Cela fait sourire François, de ce sourire qui fend le regard de petites lumières qui cherchent à danser.

- Vous êtes aimable de partager ma situation, que tout le monde tient pour un drame, à voir, comme qui dirait, en biais. Les gens me croisent et se détournent, ça murmure.

Il est vrai que depuis l’épisode de la méditation où on l’a cru mort, renversé la tête en bas dans sa voiture, le quartier oscille entre une indifférence polie et une forme d’agressivité chuchotante.

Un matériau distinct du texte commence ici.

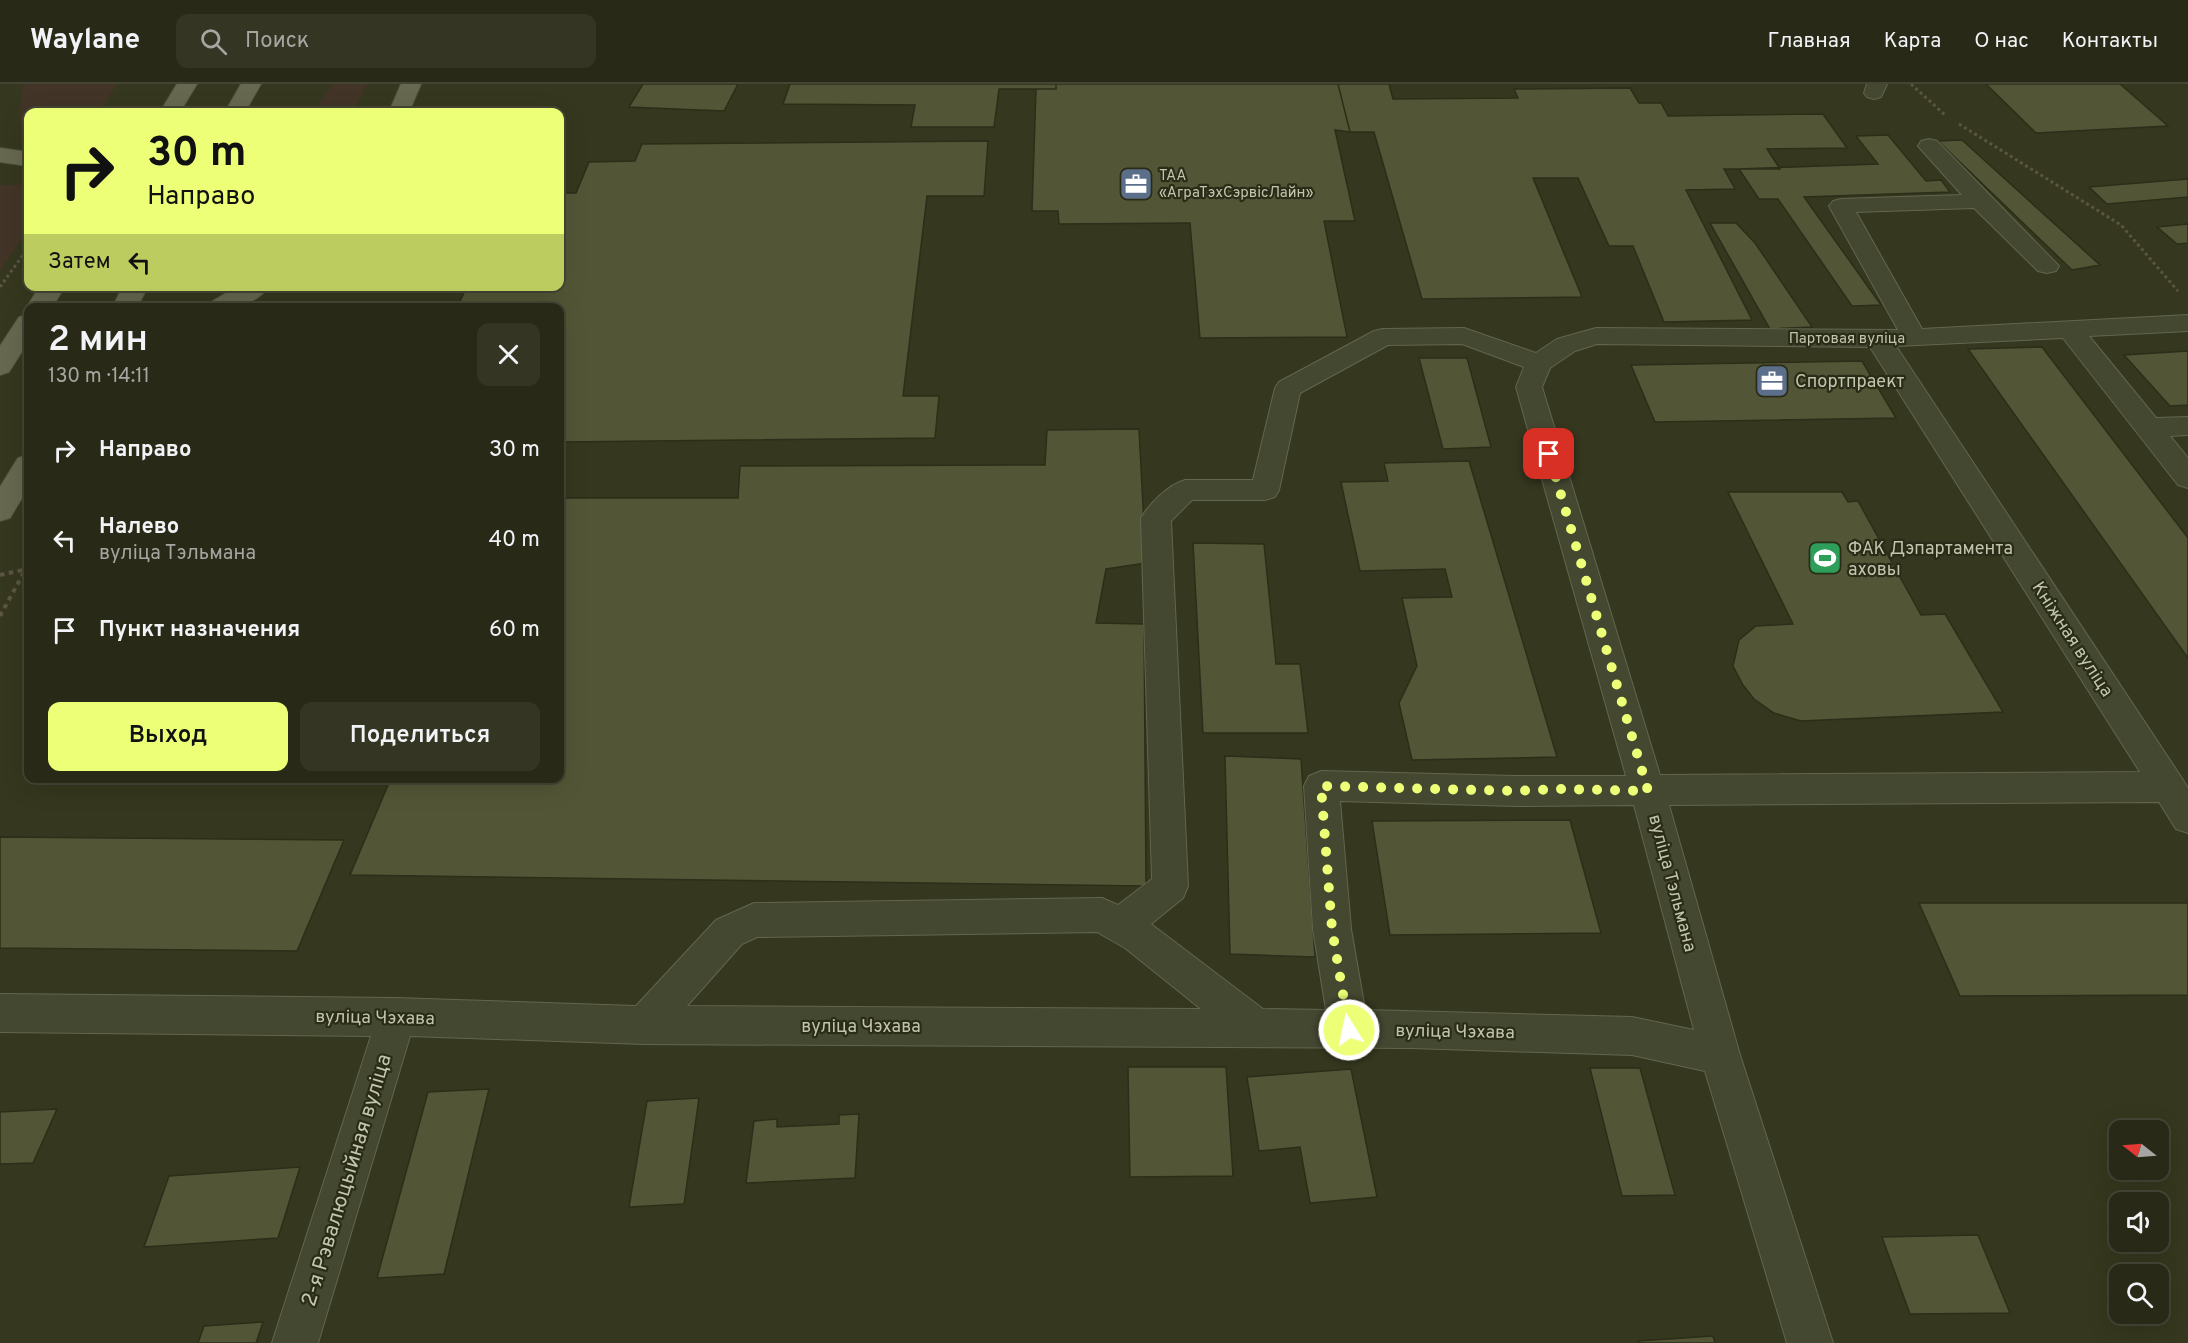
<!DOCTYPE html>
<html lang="ru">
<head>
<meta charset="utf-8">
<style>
	body { margin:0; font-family:Overpass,sans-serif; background:#343523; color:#f1f3f6; height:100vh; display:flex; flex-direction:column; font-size:22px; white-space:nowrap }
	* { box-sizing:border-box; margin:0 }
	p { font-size:20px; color:#a5a6a1 }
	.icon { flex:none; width:33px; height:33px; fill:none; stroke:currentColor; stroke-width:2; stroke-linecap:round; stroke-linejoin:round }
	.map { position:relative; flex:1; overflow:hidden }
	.panel { position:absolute; left:24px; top:219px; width:540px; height:480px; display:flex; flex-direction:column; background:#282916; border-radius:12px; box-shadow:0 6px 24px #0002,0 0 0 2px #444535 }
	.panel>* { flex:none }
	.top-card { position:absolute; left:24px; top:24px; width:540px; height:183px; border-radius:12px; box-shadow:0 6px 24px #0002,0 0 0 2px #444535; background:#ecff76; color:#111; overflow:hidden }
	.needle { width:39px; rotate:287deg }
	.fabs { position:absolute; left:2109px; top:1036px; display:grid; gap:12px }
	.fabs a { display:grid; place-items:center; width:60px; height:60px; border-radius:12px; background:#282916; box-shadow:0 6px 24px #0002,0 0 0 2px #444535; font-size:30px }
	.pin { position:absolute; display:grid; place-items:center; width:51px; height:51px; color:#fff; margin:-26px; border-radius:12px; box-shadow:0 3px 9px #0006 }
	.me { position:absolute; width:66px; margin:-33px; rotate:350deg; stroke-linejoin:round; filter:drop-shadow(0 0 4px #0008) }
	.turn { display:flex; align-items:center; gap:21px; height:126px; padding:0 24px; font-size:27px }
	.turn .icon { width:78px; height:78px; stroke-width:2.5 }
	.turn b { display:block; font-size:42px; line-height:51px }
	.then { display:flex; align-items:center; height:57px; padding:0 24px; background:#0003; gap:12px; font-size:22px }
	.round { display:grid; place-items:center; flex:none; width:63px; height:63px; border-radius:12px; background:#343523 }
	.head { display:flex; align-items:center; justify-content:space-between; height:102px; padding:0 24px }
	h1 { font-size:36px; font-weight:600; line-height:45px }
	.action { display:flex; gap:12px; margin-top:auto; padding:12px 24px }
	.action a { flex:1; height:69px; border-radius:12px; background:#ecff76; color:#111; font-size:24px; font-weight:600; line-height:69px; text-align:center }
	.action a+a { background:#343523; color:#f1f3f6 }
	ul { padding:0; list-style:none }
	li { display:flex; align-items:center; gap:18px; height:90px; padding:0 24px }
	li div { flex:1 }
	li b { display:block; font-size:22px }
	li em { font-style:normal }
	header { display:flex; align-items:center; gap:36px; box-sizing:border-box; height:84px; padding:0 30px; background:#282916; border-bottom:2px solid #444535 }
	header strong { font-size:28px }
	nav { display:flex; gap:33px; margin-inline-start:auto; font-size:21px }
	.search { width:420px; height:54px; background:#343523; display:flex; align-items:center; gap:15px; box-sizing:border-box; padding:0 21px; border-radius:12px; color:#a5a6a1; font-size:22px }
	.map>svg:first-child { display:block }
</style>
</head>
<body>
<header>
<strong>Waylane</strong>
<div class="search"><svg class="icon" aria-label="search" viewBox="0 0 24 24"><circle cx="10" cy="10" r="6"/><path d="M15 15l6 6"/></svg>Поиск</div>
<nav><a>Главная</a><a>Карта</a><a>О нас</a><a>Контакты</a></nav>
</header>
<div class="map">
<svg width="2188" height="1259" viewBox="0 0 2188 1259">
	<rect width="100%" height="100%" fill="#35371e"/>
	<path fill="#423527" d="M23 0H117L100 28H28V49L22 46 19 33Z
		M332 0H367L352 28H314Z
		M0 101H28V145L0 187Z"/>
	<path fill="#535636" stroke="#2c2e19" stroke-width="1.5" d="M643 0H738L724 27 629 23Z
		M790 0H1056V5H999L994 43H911L915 21 783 20Z
		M1056 0H1338L1350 48 1335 46 1355 137H1324L1347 253 1200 254 1190 139 1059 140 1058 127H1032L1036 5H1056Z
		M1338 0H1389L1393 15 1518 14 1514 5 1630 4 1639 19H1661L1668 32 1823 30 1847 64 1767 65 1780 85H1724L1735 105 1686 106 1752 236 1664 238 1633 162H1609L1578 94H1533L1582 213 1422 215 1374 48H1350Z
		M1986 0H2120L2168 42 2036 49Z
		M1888 51 1926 97 1941 96 1950 108 1804 113 1881 221 1852 222 1778 115H1759L1739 85 1878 80 1856 52Z
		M1962 56 2100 181 2072 186 1938 57Z
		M988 57 984 112H927L903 312H939L935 354 560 358V224H457L467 202H560V109H576L589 78 635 77 642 60Z
		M2188 95V113L2107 120 2089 103Z
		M1710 139H1736L1755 159 1812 243 1770 245Z
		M2188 140V159L2177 160 2157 143Z
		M2042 263 2188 454V574L1968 265Z
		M2188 267V321L2170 322 2124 271Z
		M1419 274H1467L1491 363 1443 365Z
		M1862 277 1896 334 1655 338 1631 281Z
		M1139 345 1146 479 1106 485 1096 539 1144 540 1146 802 350 791 391 694H560V414H738L740 382 1045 381 1047 346Z
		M1469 377 1557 673 1412 676 1399 619 1417 582 1402 514 1452 513 1445 485 1360 487 1341 398 1388 397 1384 379Z
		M1728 408H1842L1848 418 1858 417 1921 531 1945 530 2003 628 1801 637 1774 629 1754 615 1743 601 1733 582 1739 556 1756 542 1793 540Z
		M1193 459 1264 460 1276 580H1300L1308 649H1203Z
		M1225 672 1301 675 1315 873 1230 870Z
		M1570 736 1601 849 1390 851 1372 737Z
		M0 753 344 756 297 867 0 864Z
		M1919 819H2188V911L1960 912Z
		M1128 983H1226L1233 1092 1130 1093Z
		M1590 984H1640L1675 1111 1622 1112Z
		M1351 985 1377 1113 1310 1119 1300 1063 1259 1067 1247 993Z
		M489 1005 444 1190 377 1194 428 1008Z
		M699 1014 684 1120 629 1123 647 1017Z
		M57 1025 33 1079 0 1080V1028Z
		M859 1030 855 1094 746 1099 754 1037 777 1035V1043L839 1040V1031Z
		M300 1083 278 1154 144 1163 169 1092Z
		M1978 1151 2010 1229 1910 1230 1882 1153Z
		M263 1238 256 1259H198L204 1242Z
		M1713 1252 1715 1259H1639L1638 1257Z"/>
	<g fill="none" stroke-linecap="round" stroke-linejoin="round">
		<defs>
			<path id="minor" d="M1867 0H1887L1881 13 1874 15 1867 13 1864 9Z
				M1929 55 1937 57 2059 182 2056 187 2047 189 2038 187 1974 124 1856 128 1922 245 2188 231V247L2089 252 2156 334 2188 333V351L2170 352 2188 374V404L2178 401 2063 254 1896 262 2181 693 2188 704V749L2176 745 2159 718 1669 721 1740 971 1833 1259H1787L1705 987 1632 971 1412 964 644 960 410 952 318 1259H272L371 952 0 948V910L395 914 636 922 716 836 754 819 1102 814 1118 821 1152 795 1141 434C1150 419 1168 401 1185 396H1253L1275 304 1279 298 1374 247 1383 245 1464 244 1536 269 1557 255 1596 244 1898 246 1829 122 1833 117 1841 115 1962 111 1918 62 1921 57ZM1462 260 1524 283 1516 303 1626 692H1515L1321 687 1309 692 1304 702 1313 845 1326 926 1263 925 1151 840 1183 814 1188 802 1171 437 1192 416H1265L1275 413 1279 406 1300 309 1388 261ZM1597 260 1870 263 2140 688 1660 691 1542 303 1550 284 1575 267ZM1340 717 1515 722 1634 721 1694 946 1632 933 1365 926 1351 845ZM1097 848 1125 864 1201 925 687 922 742 860 757 853Z"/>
			<path id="major" d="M177 0H197L180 28H160Z
				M241 0H261L245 28H225Z
				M401 0H421L409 28H389Z
				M0 64 28 68V82L0 78Z
				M40 202H65L52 224H28V227L26 224Z
				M123 202H148L137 224H112Z
				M238 202H269C255 223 230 224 208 224L211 218Z
				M28 231V258L9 288 0 291V262L19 233Z
				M28 371V404L10 434 0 437V403L18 374Z"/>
		</defs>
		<use href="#minor" stroke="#63664f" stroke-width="2"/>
		<use href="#major" stroke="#51543e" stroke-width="2"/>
		<path stroke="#5c5444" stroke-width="3" stroke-dasharray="3 3" stroke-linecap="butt" d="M1911 0 1945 31
			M1959 40 2121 141 2178 207
			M0 203 28 164"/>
		<path stroke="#5c5444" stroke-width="4" stroke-dasharray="4.5 4.5" stroke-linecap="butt" d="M0 491 27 485
			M0 532 28 481"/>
		<use href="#minor" fill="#454831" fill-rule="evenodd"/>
		<use href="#major" fill="#66684f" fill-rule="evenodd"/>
	</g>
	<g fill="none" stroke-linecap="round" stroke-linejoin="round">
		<path stroke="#ecff76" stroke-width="10" stroke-dasharray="0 18" d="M1349 946 1332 845 1321 702 1515 707 1562 705 1648 707 1549 370"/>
	</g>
	<defs>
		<symbol id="office-square" viewBox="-11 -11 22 22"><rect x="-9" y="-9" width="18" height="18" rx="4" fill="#5c6f8a" stroke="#2a2c17"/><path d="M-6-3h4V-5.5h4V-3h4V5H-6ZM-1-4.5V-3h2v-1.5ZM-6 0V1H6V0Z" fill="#fff"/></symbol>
		<symbol id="stadium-square" viewBox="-11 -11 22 22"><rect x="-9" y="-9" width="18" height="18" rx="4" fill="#2e9e5b" stroke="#2a2c17"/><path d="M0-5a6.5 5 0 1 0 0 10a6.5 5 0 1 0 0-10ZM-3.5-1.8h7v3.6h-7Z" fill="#fff"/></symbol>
	</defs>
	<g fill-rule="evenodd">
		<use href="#office-square" x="1117" y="81" width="38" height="38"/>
		<use href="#office-square" x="1753" y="278" width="38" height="38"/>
		<use href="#stadium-square" x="1806" y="455" width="38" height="38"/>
	</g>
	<g text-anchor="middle" stroke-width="4.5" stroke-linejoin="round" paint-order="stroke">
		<g font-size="15" fill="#c1c5ab" stroke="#2a2c17" text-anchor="start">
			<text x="1159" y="96">ТАА<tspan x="1159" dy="17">«АграТэхСэрвісЛайн»</tspan></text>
		</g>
		<g font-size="15" fill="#c1c5ab" stroke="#2a2c17">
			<text x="1847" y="259">Партовая вуліца</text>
		</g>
		<g font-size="18" fill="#c1c5ab" stroke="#2a2c17" text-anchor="start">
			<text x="1795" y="303">Спортпраект</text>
			<text x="1848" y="470">ФАК Дэпартамента<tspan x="1848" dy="21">аховы</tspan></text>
		</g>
		<g font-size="18" fill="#c1c5ab" stroke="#2a2c17">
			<text transform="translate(2073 555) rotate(57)" y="6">Кніжная вуліца</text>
			<text transform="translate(1673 799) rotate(75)" y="6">вуліца Тэльмана</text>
			<text transform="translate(375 933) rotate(1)" y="6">вуліца Чэхава</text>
			<text x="861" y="948">вуліца Чэхава</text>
			<text transform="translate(1455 947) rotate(1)" y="6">вуліца Чэхава</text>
		</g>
		<g font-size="21" fill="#c1c5ab" stroke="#2a2c17">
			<text transform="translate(346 1096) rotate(-73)" y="7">2-я Рэвалюцыйная вуліца</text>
		</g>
	</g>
</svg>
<div class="fabs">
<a><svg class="needle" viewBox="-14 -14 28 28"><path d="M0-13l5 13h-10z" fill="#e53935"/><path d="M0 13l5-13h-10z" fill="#a5a6a1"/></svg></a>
<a><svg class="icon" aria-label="sound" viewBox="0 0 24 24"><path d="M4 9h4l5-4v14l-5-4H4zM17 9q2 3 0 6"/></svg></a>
<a><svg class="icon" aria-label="search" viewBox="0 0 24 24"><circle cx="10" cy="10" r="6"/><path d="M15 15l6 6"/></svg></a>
</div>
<div class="pin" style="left:1549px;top:370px;background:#d93025"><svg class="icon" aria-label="arrive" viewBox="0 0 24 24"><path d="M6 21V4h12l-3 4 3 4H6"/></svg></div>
<svg class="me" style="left:1349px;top:946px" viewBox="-20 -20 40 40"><circle r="17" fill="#ecff76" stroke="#fff" stroke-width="3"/><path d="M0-11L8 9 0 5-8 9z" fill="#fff"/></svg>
<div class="top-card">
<div class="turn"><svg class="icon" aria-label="right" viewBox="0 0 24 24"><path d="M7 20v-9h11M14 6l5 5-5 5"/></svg><div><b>30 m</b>Направо</div></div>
<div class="then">Затем<svg class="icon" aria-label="left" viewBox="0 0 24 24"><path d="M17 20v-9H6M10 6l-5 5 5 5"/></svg></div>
</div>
<section class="panel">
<div class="head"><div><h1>2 мин</h1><p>130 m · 14:11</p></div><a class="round"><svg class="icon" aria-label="close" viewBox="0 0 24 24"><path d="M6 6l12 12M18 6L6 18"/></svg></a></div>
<ul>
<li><svg class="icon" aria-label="right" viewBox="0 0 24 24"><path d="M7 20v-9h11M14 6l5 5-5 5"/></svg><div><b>Направо</b></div><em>30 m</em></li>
<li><svg class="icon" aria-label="left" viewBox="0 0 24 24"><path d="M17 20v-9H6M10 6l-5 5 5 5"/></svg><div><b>Налево</b><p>вуліца Тэльмана</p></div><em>40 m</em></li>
<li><svg class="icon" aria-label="arrive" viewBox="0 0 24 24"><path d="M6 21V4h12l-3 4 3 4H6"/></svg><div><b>Пункт назначения</b></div><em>60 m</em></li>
</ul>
<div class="action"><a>Выход</a><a>Поделиться</a></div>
</section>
</div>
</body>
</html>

— Laissez dire Monsieur Vergnier. Vous avez reçu un choc. C’est bien normal d’être bouleversé par la mort. Jusqu’à passer cul par dessus tête ! Ha ha !

— Nathan ! Tu ne peux pas rire comme ça ! C’est de très mauvais goût !

— Laissez rire, madame Leyre ! Je trouve ça très drôle, cul-par-dessus-tête ! Ha oui, c’est tout à fait ça, j’étais dans la voiture, cul par dessus tête, c’est sûr, ça fait drôle au petit matin dans la rue. Mais voyez-vous, je me suis endormi.

— Tout le quartier a pu le constater.

— Etre tâté par un boucher au petit matin, il y a mieux comme réveil.

— Nathan !

— Laissez, madame Leyre ! Ha ha ! Tâté par un boucher ! J’en pleure. Regardez, je pleure, alors que je n’ai pas pleuré pour la mort de Nathalie.

— En tout cas, nous tenions à vous présenter nos sincères excuses pour la vitre. N’est-ce pas Jules que tu es désolé ?

— Laissez monsieur Leyre, vous savez, les enfants veulent apprendre, c’est pour ça qu’ils font des bêtises.

Le repas se passe agréablement, dans le jardin.

— Ha bien ! Voilà Bandit ! On l’appelle Bandit, c’est un nom de chien vous allez me dire, mais c’est une chatte. Elle a toujours faim. Ses caresses sont intéressées. Elle vient d’avoir des petits, elle a faim. Cinq chatons, vous vous rendez compte ! C’est beaucoup trop.

— Vous voulez dire ?

— On va devoir les noyer.

— Ha non ! Non non, enfin, pardonnez moi, mais ce que je veux dire c’est que voyez vous j’ai toujours aimé les chats, vous savez c’est ma bestiole préférée avec les oiseaux même c’est sûr c’est pas facile mais je leur donne du lait. Voilà. Et des graines pour les oiseaux.

— Ha. Bon. Dans ce cas. Alors vous pouvez en choisir un.

— Un seul ?

— Rassurez-vous les autres sont retenus, je ne sais pas lesquels, on m’a dit « j’en prends un » ou j’en prends deux ». Heureusement, car ils sont déjà bien grands. Ce que c’est que les enfants, ils s’attachent. Enfin voilà, personne n’est encore venu.

— Votre jardin est plus beau que le mien.

— les parterres de fleurs sont secs.

— C’est difficile de choisir.

— Il faut arracher. On plantera à l’automne. Peut-être des gerberas, ou des glaïeuls, c’est facile, ou encore des azalées j’aime bien aussi les iris et les myosotis c’est un peu fragile il faut la bonne exposition. Enfin pour ce que j’en dit. Je n’aime pas le jardinage.

— Alors au hasard ?

— Peut-être.

— Pourquoi pas.

— Alors celui-là.

— Les enfants vous l’amèneront tout à l’heure, qu’en pensez-vous ? Le pauvret, si jeune et déjà sans sa mère.